Lastly, i hate that you stated that marijuana fuels mental illness. Everyone, please do me another huge favor and google "prescription drugs and mass shootings". You will find several articles that point out that most mass shooting occur after the person is having withdrawals or using prescription drugs such as zoloft and ambien. James Holmes was on zoloft. The recent navy yard shooting- Ambien. This whole freakin world is twisted and its because of people like Dean! I have a friend who served in Iraq and returned with terrible night terrors because of it. He started smoking at night and they have disappeared. How is that bad? Isnt suicide rate going up in the military? And what are we doing about that? Not allowing them to have a natural plant that can cure them?
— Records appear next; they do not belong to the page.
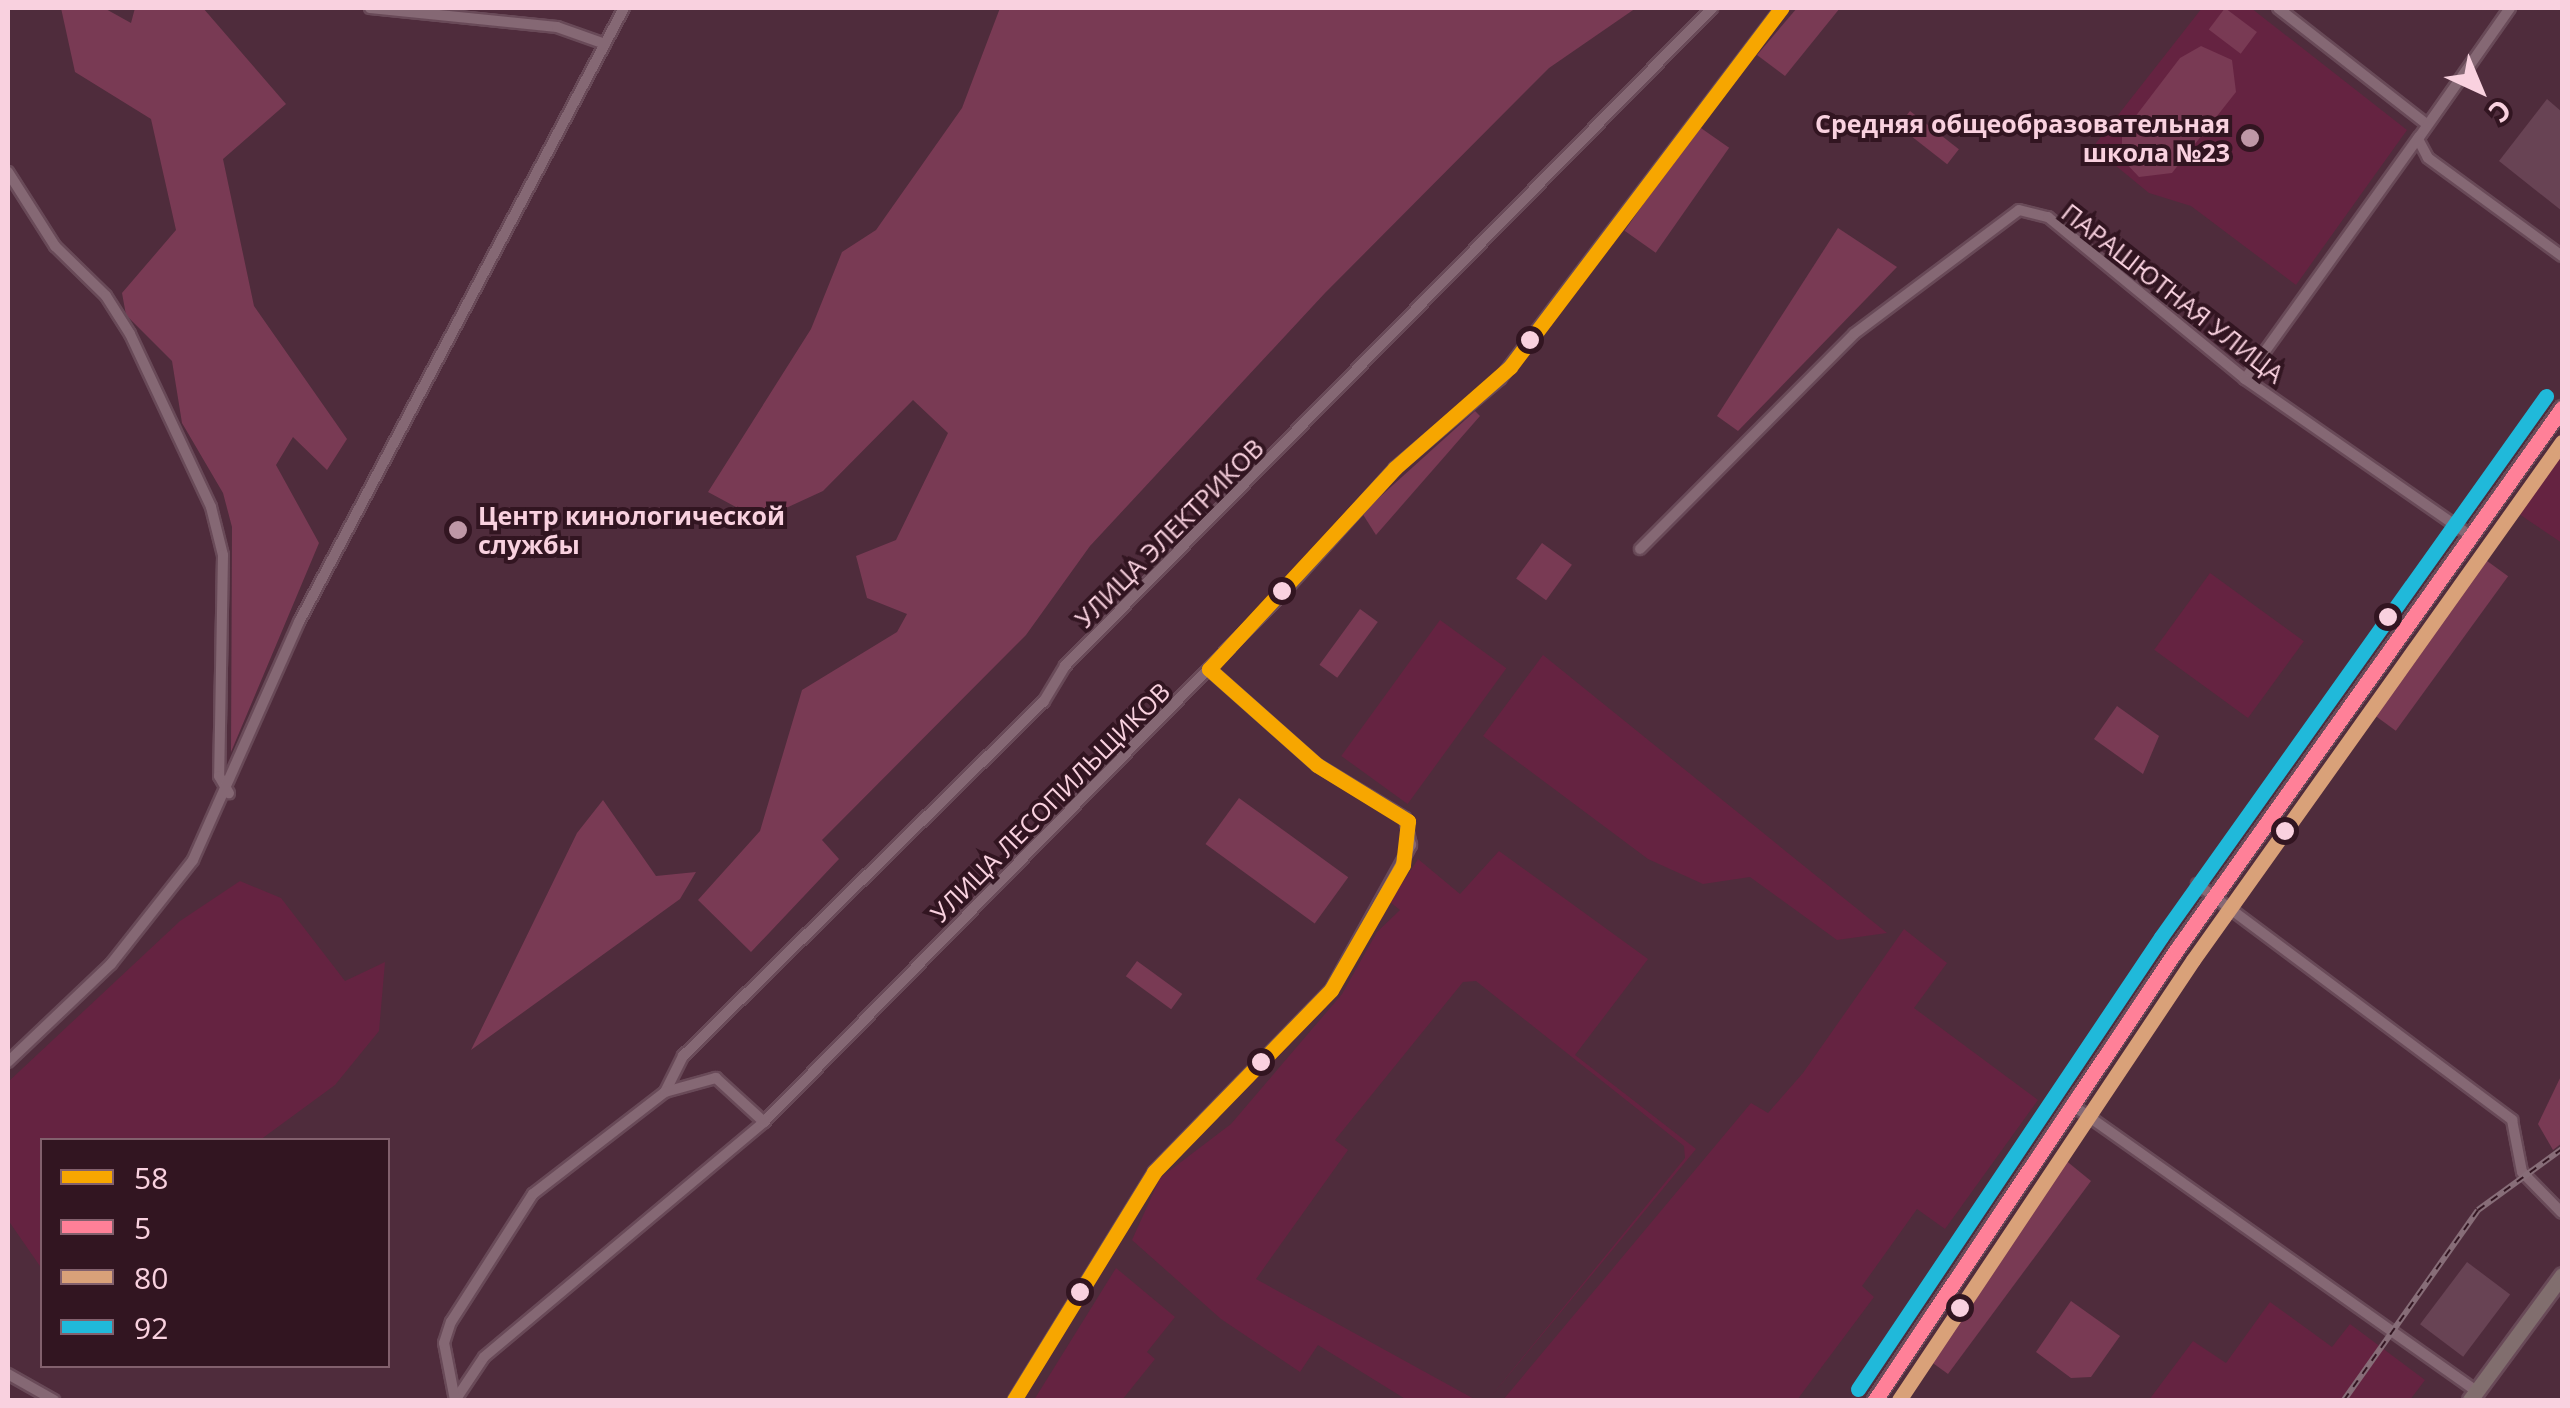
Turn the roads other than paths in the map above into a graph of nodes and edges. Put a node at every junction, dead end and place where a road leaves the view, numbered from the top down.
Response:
1 (370, 8) edge
2 (624, 8) edge
3 (1712, 8) edge
4 (1782, 8) edge
5 (2278, 8) edge
6 (2510, 8) edge
7 (605, 44) junction
8 (2424, 122) junction
9 (2418, 139) junction
10 (8, 172) edge
11 (2562, 256) edge
12 (2245, 379) junction
13 (2562, 408) edge
14 (2471, 536) junction
15 (1640, 549) dead end
16 (1209, 669) junction
17 (228, 793) junction
18 (2197, 884) dead end
19 (2213, 898) junction
20 (8, 1062) edge
21 (665, 1092) junction
22 (2071, 1104) junction
23 (764, 1122) junction
24 (2562, 1213) edge
25 (2562, 1275) edge
26 (8, 1374) edge
27 (2473, 1396) edge
28 (54, 1400) edge
29 (455, 1400) edge
30 (1014, 1400) edge
31 (1875, 1400) edge

1 - 7 street
2 - 7 street
3 - 21 street, УЛИЦА ЭЛЕКТРИКОВ
4 - 16 street, УЛИЦА ЛЕСОПИЛЬЩИКОВ
5 - 8 street
6 - 8 street
7 - 17 street
8 - 9 street
9 - 11 street
9 - 12 street
10 - 17 street
12 - 14 street, ПАРАШЮТНАЯ УЛИЦА
12 - 15 street, ПАРАШЮТНАЯ УЛИЦА
13 - 14 main road
14 - 19 main road
16 - 23 street, УЛИЦА ЛЕСОПИЛЬЩИКОВ
16 - 30 street
17 - 20 street
18 - 19 street
19 - 22 main road
19 - 24 street
21 - 23 street
21 - 29 street
22 - 27 street
22 - 31 main road
23 - 29 street, УЛИЦА ЛЕСОПИЛЬЩИКОВ
25 - 27 highway
26 - 28 street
Nope, send them to the doctor to get a ton of prescription drugs, cause that helps, right?
Ladies and gentleman, thats the beauty of the internet, you can fact check and not go off of someone scaring you.

Tom Leston
Tom Leston 04/04/14 - 11:00 am
"but objectively I cannot

"but objectively I cannot think" - Jacquie
Dear Jacquie - we do agree on one thing!

Kevin Nye
Kevin Nye 04/04/14 - 11:27 am
Brad, Please re-read my WHOLE comment.

Brad, you said:

"And to the gentleman who stated that he doesn't want marijuana to be legal because he more or less turned into a loser after smoking.. How are you doin in life now? If marijuana ruined your life, i don't think you'd be typing on a computer, i'm pretty sure you'd be dead and in a gutter, covered in your own feces".

Lovely comment, Brad. But if you will please learn to READ, you will notice that I said that I WALKED AWAY from smoking reefer when I was a teenager. 40 years ago. I said I smoked it heavily for four years and then cut it out and life went back to normal and I proceeded on in life. I didn't even say that it had residual effects, other than the evident fact that I wasted a lot of valuable time.

So, I mean, if you are a reefer smoker, and say that you CAN read, did you "space out" and "forget" what I said after such a short period of time? Maybe you prove my point eh? But no, I just think you want to be combative.

Overall, my point to the rest of you is that I see the pros and cons of legalization, and also the cons of marijuana it's own self. And you cannot say that my points are invalid because, I HAVE "been there". Some of you went there, and are "still there." But I came Brylcream...No wait. I mean back to not smoking dope... ;-)

Hey. I think we can have a happy conversation here without telling others about "being dead in a gutter being covered in their own feces". I mean, come on dude. I think my points were well made and not condescending at all. Let's be nice. You don't want people to think that marijuana smokers are anything but slap happy and kind, do ya?

Jacqueline Tupou
Jacqueline Tupou 04/04/14 - 11:25 am

So am I to surmise that you couldn't not think of any way it improves quality of life, parenting and safety for adults and children in Juneau?